DESCRIPTION OF THE TASK: Copy the data exactly.

====== ENTRIES SHOWN ======

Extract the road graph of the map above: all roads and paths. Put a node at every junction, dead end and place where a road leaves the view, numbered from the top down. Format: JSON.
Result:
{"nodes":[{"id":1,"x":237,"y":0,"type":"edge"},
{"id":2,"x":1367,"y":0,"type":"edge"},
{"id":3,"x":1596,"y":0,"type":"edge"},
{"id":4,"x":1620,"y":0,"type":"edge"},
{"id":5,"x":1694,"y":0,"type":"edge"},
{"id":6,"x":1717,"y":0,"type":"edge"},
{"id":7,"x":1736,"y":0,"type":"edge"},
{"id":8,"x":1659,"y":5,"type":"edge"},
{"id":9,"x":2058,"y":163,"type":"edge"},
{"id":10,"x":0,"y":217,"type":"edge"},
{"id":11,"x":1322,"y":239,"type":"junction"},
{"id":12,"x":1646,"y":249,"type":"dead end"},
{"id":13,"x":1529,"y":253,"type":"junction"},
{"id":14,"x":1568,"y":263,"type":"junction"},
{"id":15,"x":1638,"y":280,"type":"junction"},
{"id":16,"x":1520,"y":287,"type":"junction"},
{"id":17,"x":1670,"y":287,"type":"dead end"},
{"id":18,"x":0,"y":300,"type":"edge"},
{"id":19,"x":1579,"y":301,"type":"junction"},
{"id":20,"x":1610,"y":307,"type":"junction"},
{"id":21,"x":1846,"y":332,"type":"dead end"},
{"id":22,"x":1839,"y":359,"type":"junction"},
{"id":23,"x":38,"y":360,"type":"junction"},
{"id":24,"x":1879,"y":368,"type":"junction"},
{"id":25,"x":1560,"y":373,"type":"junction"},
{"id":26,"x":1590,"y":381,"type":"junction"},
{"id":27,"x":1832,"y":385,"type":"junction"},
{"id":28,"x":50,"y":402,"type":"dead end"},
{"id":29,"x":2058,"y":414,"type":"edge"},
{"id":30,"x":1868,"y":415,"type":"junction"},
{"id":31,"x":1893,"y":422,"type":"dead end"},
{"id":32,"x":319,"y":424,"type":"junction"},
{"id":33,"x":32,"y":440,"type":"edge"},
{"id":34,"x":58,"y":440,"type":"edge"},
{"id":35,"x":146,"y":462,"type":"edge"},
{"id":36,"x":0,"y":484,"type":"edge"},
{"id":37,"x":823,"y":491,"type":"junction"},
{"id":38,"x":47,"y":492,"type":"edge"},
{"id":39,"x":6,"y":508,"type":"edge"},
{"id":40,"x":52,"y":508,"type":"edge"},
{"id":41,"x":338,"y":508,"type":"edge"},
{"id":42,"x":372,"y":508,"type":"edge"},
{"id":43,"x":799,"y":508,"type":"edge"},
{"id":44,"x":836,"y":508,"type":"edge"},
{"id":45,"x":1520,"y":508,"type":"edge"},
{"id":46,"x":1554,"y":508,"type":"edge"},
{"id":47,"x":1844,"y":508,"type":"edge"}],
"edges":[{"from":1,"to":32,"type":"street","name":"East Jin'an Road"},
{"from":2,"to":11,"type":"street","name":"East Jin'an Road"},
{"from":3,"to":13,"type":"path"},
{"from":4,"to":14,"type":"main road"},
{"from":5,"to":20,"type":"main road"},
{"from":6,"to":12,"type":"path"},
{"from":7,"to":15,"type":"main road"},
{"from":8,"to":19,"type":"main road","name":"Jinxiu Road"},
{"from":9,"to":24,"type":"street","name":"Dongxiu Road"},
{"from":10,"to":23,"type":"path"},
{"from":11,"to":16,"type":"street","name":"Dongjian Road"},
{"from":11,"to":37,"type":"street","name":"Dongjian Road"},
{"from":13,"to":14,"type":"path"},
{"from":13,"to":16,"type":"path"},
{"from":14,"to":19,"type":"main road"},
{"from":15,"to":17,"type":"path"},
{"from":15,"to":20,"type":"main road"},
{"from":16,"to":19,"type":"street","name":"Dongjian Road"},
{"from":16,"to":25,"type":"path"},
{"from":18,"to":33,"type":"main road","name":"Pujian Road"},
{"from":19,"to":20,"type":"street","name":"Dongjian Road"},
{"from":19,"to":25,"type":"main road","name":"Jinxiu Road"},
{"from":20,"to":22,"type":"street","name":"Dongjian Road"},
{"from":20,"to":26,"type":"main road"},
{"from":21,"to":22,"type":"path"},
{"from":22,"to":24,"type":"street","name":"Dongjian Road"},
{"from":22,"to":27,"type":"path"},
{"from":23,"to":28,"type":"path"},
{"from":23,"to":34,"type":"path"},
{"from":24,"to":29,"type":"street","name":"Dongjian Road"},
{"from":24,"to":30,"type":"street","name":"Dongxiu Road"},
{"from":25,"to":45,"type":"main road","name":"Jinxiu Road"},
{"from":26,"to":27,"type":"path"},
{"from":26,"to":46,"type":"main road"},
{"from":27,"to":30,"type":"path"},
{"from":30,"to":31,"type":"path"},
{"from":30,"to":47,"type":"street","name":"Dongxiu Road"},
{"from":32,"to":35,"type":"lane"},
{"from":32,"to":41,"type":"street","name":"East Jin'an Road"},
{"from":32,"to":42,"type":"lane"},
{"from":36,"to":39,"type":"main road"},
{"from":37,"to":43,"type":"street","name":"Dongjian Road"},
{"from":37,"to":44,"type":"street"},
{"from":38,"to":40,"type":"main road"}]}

======

SOLUTION TO THIS TASK:
Extract the road graph of the map above: all roads and paths. Put a node at every junction, dead end and place where a road leaves the view, numbered from the top down. Format: JSON.
Result:
{"nodes":[{"id":1,"x":237,"y":0,"type":"edge"},
{"id":2,"x":1367,"y":0,"type":"edge"},
{"id":3,"x":1596,"y":0,"type":"edge"},
{"id":4,"x":1620,"y":0,"type":"edge"},
{"id":5,"x":1694,"y":0,"type":"edge"},
{"id":6,"x":1717,"y":0,"type":"edge"},
{"id":7,"x":1736,"y":0,"type":"edge"},
{"id":8,"x":1659,"y":5,"type":"edge"},
{"id":9,"x":2058,"y":163,"type":"edge"},
{"id":10,"x":0,"y":217,"type":"edge"},
{"id":11,"x":1322,"y":239,"type":"junction"},
{"id":12,"x":1646,"y":249,"type":"dead end"},
{"id":13,"x":1529,"y":253,"type":"junction"},
{"id":14,"x":1568,"y":263,"type":"junction"},
{"id":15,"x":1638,"y":280,"type":"junction"},
{"id":16,"x":1520,"y":287,"type":"junction"},
{"id":17,"x":1670,"y":287,"type":"dead end"},
{"id":18,"x":0,"y":300,"type":"edge"},
{"id":19,"x":1579,"y":301,"type":"junction"},
{"id":20,"x":1610,"y":307,"type":"junction"},
{"id":21,"x":1846,"y":332,"type":"dead end"},
{"id":22,"x":1839,"y":359,"type":"junction"},
{"id":23,"x":38,"y":360,"type":"junction"},
{"id":24,"x":1879,"y":368,"type":"junction"},
{"id":25,"x":1560,"y":373,"type":"junction"},
{"id":26,"x":1590,"y":381,"type":"junction"},
{"id":27,"x":1832,"y":385,"type":"junction"},
{"id":28,"x":50,"y":402,"type":"dead end"},
{"id":29,"x":2058,"y":414,"type":"edge"},
{"id":30,"x":1868,"y":415,"type":"junction"},
{"id":31,"x":1893,"y":422,"type":"dead end"},
{"id":32,"x":319,"y":424,"type":"junction"},
{"id":33,"x":32,"y":440,"type":"edge"},
{"id":34,"x":58,"y":440,"type":"edge"},
{"id":35,"x":146,"y":462,"type":"edge"},
{"id":36,"x":0,"y":484,"type":"edge"},
{"id":37,"x":823,"y":491,"type":"junction"},
{"id":38,"x":47,"y":492,"type":"edge"},
{"id":39,"x":6,"y":508,"type":"edge"},
{"id":40,"x":52,"y":508,"type":"edge"},
{"id":41,"x":338,"y":508,"type":"edge"},
{"id":42,"x":372,"y":508,"type":"edge"},
{"id":43,"x":799,"y":508,"type":"edge"},
{"id":44,"x":836,"y":508,"type":"edge"},
{"id":45,"x":1520,"y":508,"type":"edge"},
{"id":46,"x":1554,"y":508,"type":"edge"},
{"id":47,"x":1844,"y":508,"type":"edge"}],
"edges":[{"from":1,"to":32,"type":"street","name":"East Jin'an Road"},
{"from":2,"to":11,"type":"street","name":"East Jin'an Road"},
{"from":3,"to":13,"type":"path"},
{"from":4,"to":14,"type":"main road"},
{"from":5,"to":20,"type":"main road"},
{"from":6,"to":12,"type":"path"},
{"from":7,"to":15,"type":"main road"},
{"from":8,"to":19,"type":"main road","name":"Jinxiu Road"},
{"from":9,"to":24,"type":"street","name":"Dongxiu Road"},
{"from":10,"to":23,"type":"path"},
{"from":11,"to":16,"type":"street","name":"Dongjian Road"},
{"from":11,"to":37,"type":"street","name":"Dongjian Road"},
{"from":13,"to":14,"type":"path"},
{"from":13,"to":16,"type":"path"},
{"from":14,"to":19,"type":"main road"},
{"from":15,"to":17,"type":"path"},
{"from":15,"to":20,"type":"main road"},
{"from":16,"to":19,"type":"street","name":"Dongjian Road"},
{"from":16,"to":25,"type":"path"},
{"from":18,"to":33,"type":"main road","name":"Pujian Road"},
{"from":19,"to":20,"type":"street","name":"Dongjian Road"},
{"from":19,"to":25,"type":"main road","name":"Jinxiu Road"},
{"from":20,"to":22,"type":"street","name":"Dongjian Road"},
{"from":20,"to":26,"type":"main road"},
{"from":21,"to":22,"type":"path"},
{"from":22,"to":24,"type":"street","name":"Dongjian Road"},
{"from":22,"to":27,"type":"path"},
{"from":23,"to":28,"type":"path"},
{"from":23,"to":34,"type":"path"},
{"from":24,"to":29,"type":"street","name":"Dongjian Road"},
{"from":24,"to":30,"type":"street","name":"Dongxiu Road"},
{"from":25,"to":45,"type":"main road","name":"Jinxiu Road"},
{"from":26,"to":27,"type":"path"},
{"from":26,"to":46,"type":"main road"},
{"from":27,"to":30,"type":"path"},
{"from":30,"to":31,"type":"path"},
{"from":30,"to":47,"type":"street","name":"Dongxiu Road"},
{"from":32,"to":35,"type":"lane"},
{"from":32,"to":41,"type":"street","name":"East Jin'an Road"},
{"from":32,"to":42,"type":"lane"},
{"from":36,"to":39,"type":"main road"},
{"from":37,"to":43,"type":"street","name":"Dongjian Road"},
{"from":37,"to":44,"type":"street"},
{"from":38,"to":40,"type":"main road"}]}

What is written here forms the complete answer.